Relations between Canada and its tightly coupled neighbor to the South, generally but not always good, influenced the Alaska Highway Project in 1942.
Even today, the things we get up to down here don’t always leave Canadians, our oldest and best international friends, with a warm fuzzy feeling. And the things we get up to up there can leave our neighbors even less happy!
Link to a story about a tragedy that could have been averted had the American’s Asked
Canada attracts people up from the United States and we carry attitudes and assumptions north across the border. A famously friendly lot, Canadians don’t always challenge our mistaken assumptions. And they don’t take us to task for our attitudes. That doesn’t mean they don’t notice.
In 1942 United States Army troops stormed across the international border and commenced building the Alaska Highway through Canada’s territory, an unthinkable invasion under anything like normal circumstances.

Circumstances in the spring of 1942 didn’t remotely qualify as “normal”. Canada had been at war since 1939. Canada’s leaders recognized America’s vulnerability to a Japanese advance through the Aleutians long before leaders in the United States did. When FDR launched the Corps of Engineers into Canada, he did it with the permission of the Canadian government.
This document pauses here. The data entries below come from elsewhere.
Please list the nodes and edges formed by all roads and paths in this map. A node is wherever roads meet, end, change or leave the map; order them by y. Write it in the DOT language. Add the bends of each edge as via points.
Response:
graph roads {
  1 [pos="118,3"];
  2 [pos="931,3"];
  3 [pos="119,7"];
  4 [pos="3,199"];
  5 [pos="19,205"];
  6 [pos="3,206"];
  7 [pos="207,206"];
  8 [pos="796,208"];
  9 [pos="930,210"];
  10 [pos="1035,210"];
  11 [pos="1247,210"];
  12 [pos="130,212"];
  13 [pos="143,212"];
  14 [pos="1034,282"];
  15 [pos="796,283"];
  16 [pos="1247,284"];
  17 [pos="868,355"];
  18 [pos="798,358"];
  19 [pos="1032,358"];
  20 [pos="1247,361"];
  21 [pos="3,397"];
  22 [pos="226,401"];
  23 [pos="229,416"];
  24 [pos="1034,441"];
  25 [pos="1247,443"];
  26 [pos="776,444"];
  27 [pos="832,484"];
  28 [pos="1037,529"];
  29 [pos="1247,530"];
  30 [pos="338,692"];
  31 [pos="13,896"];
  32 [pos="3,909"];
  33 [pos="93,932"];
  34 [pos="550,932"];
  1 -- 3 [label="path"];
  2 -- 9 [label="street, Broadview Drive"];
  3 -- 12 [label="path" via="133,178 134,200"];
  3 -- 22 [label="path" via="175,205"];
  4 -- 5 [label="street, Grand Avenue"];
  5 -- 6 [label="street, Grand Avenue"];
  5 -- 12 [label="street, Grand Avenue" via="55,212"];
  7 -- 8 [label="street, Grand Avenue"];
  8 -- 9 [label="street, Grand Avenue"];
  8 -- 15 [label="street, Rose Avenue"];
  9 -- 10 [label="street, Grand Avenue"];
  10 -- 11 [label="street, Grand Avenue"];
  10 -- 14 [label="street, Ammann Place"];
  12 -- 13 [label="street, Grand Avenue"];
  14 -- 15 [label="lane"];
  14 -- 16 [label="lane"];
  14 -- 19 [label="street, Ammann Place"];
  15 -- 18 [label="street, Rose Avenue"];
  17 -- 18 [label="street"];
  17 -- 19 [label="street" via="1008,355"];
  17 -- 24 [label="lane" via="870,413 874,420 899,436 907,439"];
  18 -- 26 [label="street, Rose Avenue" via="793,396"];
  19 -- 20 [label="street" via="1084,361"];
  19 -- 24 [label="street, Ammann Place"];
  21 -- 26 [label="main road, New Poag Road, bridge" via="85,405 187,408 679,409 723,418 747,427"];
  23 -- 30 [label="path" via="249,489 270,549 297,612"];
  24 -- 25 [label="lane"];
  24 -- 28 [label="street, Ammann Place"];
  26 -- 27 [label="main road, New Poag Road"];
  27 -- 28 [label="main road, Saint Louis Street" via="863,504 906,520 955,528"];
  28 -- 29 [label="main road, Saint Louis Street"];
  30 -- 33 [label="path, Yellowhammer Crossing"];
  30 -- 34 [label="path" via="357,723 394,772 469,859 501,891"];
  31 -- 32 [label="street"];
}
The Americans, an occasionally arrogant lot, more inclined to tell than to ask, tended to go where they wanted and take what they needed. They made mistakes they didn’t have to make had they been willing to accept advice. Old timers still chuckle about the bulldozers and other equipment buried in muskeg or simply abandoned along the way.
Sometimes the soldiers left Canadians angry and resentful. More often the Canadians chuckled to themselves at the soldiers’ willful ignorance and kept their advice to themselves until the soldiers decided to ask.

Relations between Johnny Johns of Carcross and the 93rd Engineers created a local legend. Johnny signed on to help lay out the route through Yukon. And the soldiers took his advice. But Johnny’s friends and neighbors chuckled, noticing that the twisting, turning route of the road managed to take in all of Johnny’s favorite hunting and fishing spots.